**EXERCISE OBJECTIVE:** Each record is to be written out exactly as it appears.

#### LISTED ENTRIES ####

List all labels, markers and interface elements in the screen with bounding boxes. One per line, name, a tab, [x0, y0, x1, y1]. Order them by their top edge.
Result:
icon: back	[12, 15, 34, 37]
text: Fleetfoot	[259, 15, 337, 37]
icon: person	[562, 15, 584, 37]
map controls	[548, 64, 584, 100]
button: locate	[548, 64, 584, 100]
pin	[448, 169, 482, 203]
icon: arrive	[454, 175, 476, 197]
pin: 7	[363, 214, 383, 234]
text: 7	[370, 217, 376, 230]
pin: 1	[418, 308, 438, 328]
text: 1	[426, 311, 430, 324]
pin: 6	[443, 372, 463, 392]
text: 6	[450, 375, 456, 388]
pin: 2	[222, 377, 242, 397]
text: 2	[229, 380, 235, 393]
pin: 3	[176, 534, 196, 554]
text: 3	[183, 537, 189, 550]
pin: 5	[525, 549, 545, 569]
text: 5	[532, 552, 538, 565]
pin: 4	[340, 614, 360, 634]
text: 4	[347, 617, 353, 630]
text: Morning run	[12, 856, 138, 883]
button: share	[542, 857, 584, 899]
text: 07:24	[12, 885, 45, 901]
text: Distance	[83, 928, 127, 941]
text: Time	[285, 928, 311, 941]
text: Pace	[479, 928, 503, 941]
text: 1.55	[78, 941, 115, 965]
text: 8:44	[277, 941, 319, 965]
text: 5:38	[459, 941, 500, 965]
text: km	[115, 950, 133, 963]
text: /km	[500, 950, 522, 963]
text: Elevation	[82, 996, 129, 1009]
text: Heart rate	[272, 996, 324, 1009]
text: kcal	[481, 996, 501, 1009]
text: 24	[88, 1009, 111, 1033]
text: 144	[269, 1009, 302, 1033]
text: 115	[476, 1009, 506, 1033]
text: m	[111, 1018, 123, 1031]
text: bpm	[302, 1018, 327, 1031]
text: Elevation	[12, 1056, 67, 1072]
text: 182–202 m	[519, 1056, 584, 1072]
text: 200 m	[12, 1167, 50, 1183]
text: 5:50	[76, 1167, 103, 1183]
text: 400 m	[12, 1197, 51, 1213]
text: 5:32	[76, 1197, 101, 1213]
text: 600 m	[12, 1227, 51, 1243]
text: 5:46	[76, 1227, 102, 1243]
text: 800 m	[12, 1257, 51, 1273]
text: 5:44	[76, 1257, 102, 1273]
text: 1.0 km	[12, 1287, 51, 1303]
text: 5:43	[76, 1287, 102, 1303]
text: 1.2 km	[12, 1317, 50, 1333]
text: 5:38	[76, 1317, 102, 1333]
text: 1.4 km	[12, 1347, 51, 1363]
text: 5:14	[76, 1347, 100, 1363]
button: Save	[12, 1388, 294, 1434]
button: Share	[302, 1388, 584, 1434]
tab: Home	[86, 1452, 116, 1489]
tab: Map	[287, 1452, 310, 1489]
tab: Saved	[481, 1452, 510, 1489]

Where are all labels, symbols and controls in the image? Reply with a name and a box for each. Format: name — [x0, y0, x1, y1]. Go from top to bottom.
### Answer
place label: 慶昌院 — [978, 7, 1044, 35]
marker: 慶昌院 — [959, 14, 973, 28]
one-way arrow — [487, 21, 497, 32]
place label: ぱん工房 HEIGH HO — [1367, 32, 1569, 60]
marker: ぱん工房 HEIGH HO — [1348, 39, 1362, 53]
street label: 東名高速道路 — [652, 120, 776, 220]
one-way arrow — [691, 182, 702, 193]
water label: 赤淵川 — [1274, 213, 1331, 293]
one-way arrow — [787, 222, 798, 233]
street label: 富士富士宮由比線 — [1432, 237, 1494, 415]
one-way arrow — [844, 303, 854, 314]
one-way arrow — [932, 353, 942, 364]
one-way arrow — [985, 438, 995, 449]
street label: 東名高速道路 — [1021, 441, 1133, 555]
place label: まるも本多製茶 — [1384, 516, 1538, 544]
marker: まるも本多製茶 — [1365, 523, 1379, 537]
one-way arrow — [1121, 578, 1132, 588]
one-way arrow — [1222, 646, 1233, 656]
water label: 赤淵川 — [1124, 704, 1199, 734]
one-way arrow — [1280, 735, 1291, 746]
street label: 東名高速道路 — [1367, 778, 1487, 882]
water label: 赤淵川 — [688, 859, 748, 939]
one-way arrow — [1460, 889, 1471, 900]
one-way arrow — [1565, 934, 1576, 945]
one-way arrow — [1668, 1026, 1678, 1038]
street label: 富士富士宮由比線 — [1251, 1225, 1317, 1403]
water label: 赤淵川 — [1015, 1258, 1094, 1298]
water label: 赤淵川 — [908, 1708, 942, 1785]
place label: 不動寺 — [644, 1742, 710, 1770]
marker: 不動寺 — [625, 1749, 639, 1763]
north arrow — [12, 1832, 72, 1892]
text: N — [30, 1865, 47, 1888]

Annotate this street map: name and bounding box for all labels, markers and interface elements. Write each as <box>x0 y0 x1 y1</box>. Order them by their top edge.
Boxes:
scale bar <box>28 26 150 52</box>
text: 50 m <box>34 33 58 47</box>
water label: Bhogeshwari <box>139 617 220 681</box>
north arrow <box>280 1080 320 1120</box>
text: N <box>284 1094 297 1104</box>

####

**WRITTEN SOLUTION:**
List all labels, markers and interface elements in the screen with bounding boxes. One per line, name, a tab, [x0, y0, x1, y1]. Order them by their top edge.
Result:
icon: back	[12, 15, 34, 37]
text: Fleetfoot	[259, 15, 337, 37]
icon: person	[562, 15, 584, 37]
map controls	[548, 64, 584, 100]
button: locate	[548, 64, 584, 100]
pin	[448, 169, 482, 203]
icon: arrive	[454, 175, 476, 197]
pin: 7	[363, 214, 383, 234]
text: 7	[370, 217, 376, 230]
pin: 1	[418, 308, 438, 328]
text: 1	[426, 311, 430, 324]
pin: 6	[443, 372, 463, 392]
text: 6	[450, 375, 456, 388]
pin: 2	[222, 377, 242, 397]
text: 2	[229, 380, 235, 393]
pin: 3	[176, 534, 196, 554]
text: 3	[183, 537, 189, 550]
pin: 5	[525, 549, 545, 569]
text: 5	[532, 552, 538, 565]
pin: 4	[340, 614, 360, 634]
text: 4	[347, 617, 353, 630]
text: Morning run	[12, 856, 138, 883]
button: share	[542, 857, 584, 899]
text: 07:24	[12, 885, 45, 901]
text: Distance	[83, 928, 127, 941]
text: Time	[285, 928, 311, 941]
text: Pace	[479, 928, 503, 941]
text: 1.55	[78, 941, 115, 965]
text: 8:44	[277, 941, 319, 965]
text: 5:38	[459, 941, 500, 965]
text: km	[115, 950, 133, 963]
text: /km	[500, 950, 522, 963]
text: Elevation	[82, 996, 129, 1009]
text: Heart rate	[272, 996, 324, 1009]
text: kcal	[481, 996, 501, 1009]
text: 24	[88, 1009, 111, 1033]
text: 144	[269, 1009, 302, 1033]
text: 115	[476, 1009, 506, 1033]
text: m	[111, 1018, 123, 1031]
text: bpm	[302, 1018, 327, 1031]
text: Elevation	[12, 1056, 67, 1072]
text: 182–202 m	[519, 1056, 584, 1072]
text: 200 m	[12, 1167, 50, 1183]
text: 5:50	[76, 1167, 103, 1183]
text: 400 m	[12, 1197, 51, 1213]
text: 5:32	[76, 1197, 101, 1213]
text: 600 m	[12, 1227, 51, 1243]
text: 5:46	[76, 1227, 102, 1243]
text: 800 m	[12, 1257, 51, 1273]
text: 5:44	[76, 1257, 102, 1273]
text: 1.0 km	[12, 1287, 51, 1303]
text: 5:43	[76, 1287, 102, 1303]
text: 1.2 km	[12, 1317, 50, 1333]
text: 5:38	[76, 1317, 102, 1333]
text: 1.4 km	[12, 1347, 51, 1363]
text: 5:14	[76, 1347, 100, 1363]
button: Save	[12, 1388, 294, 1434]
button: Share	[302, 1388, 584, 1434]
tab: Home	[86, 1452, 116, 1489]
tab: Map	[287, 1452, 310, 1489]
tab: Saved	[481, 1452, 510, 1489]

Where are all labels, symbols and controls in the image? Reply with a name and a box for each. Format: name — [x0, y0, x1, y1]. Go from top to bottom.
### Answer
place label: 慶昌院 — [978, 7, 1044, 35]
marker: 慶昌院 — [959, 14, 973, 28]
one-way arrow — [487, 21, 497, 32]
place label: ぱん工房 HEIGH HO — [1367, 32, 1569, 60]
marker: ぱん工房 HEIGH HO — [1348, 39, 1362, 53]
street label: 東名高速道路 — [652, 120, 776, 220]
one-way arrow — [691, 182, 702, 193]
water label: 赤淵川 — [1274, 213, 1331, 293]
one-way arrow — [787, 222, 798, 233]
street label: 富士富士宮由比線 — [1432, 237, 1494, 415]
one-way arrow — [844, 303, 854, 314]
one-way arrow — [932, 353, 942, 364]
one-way arrow — [985, 438, 995, 449]
street label: 東名高速道路 — [1021, 441, 1133, 555]
place label: まるも本多製茶 — [1384, 516, 1538, 544]
marker: まるも本多製茶 — [1365, 523, 1379, 537]
one-way arrow — [1121, 578, 1132, 588]
one-way arrow — [1222, 646, 1233, 656]
water label: 赤淵川 — [1124, 704, 1199, 734]
one-way arrow — [1280, 735, 1291, 746]
street label: 東名高速道路 — [1367, 778, 1487, 882]
water label: 赤淵川 — [688, 859, 748, 939]
one-way arrow — [1460, 889, 1471, 900]
one-way arrow — [1565, 934, 1576, 945]
one-way arrow — [1668, 1026, 1678, 1038]
street label: 富士富士宮由比線 — [1251, 1225, 1317, 1403]
water label: 赤淵川 — [1015, 1258, 1094, 1298]
water label: 赤淵川 — [908, 1708, 942, 1785]
place label: 不動寺 — [644, 1742, 710, 1770]
marker: 不動寺 — [625, 1749, 639, 1763]
north arrow — [12, 1832, 72, 1892]
text: N — [30, 1865, 47, 1888]

Annotate this street map: name and bounding box for all labels, markers and interface elements. Write each as <box>x0 y0 x1 y1</box>. Order them by their top edge.
Boxes:
scale bar <box>28 26 150 52</box>
text: 50 m <box>34 33 58 47</box>
water label: Bhogeshwari <box>139 617 220 681</box>
north arrow <box>280 1080 320 1120</box>
text: N <box>284 1094 297 1104</box>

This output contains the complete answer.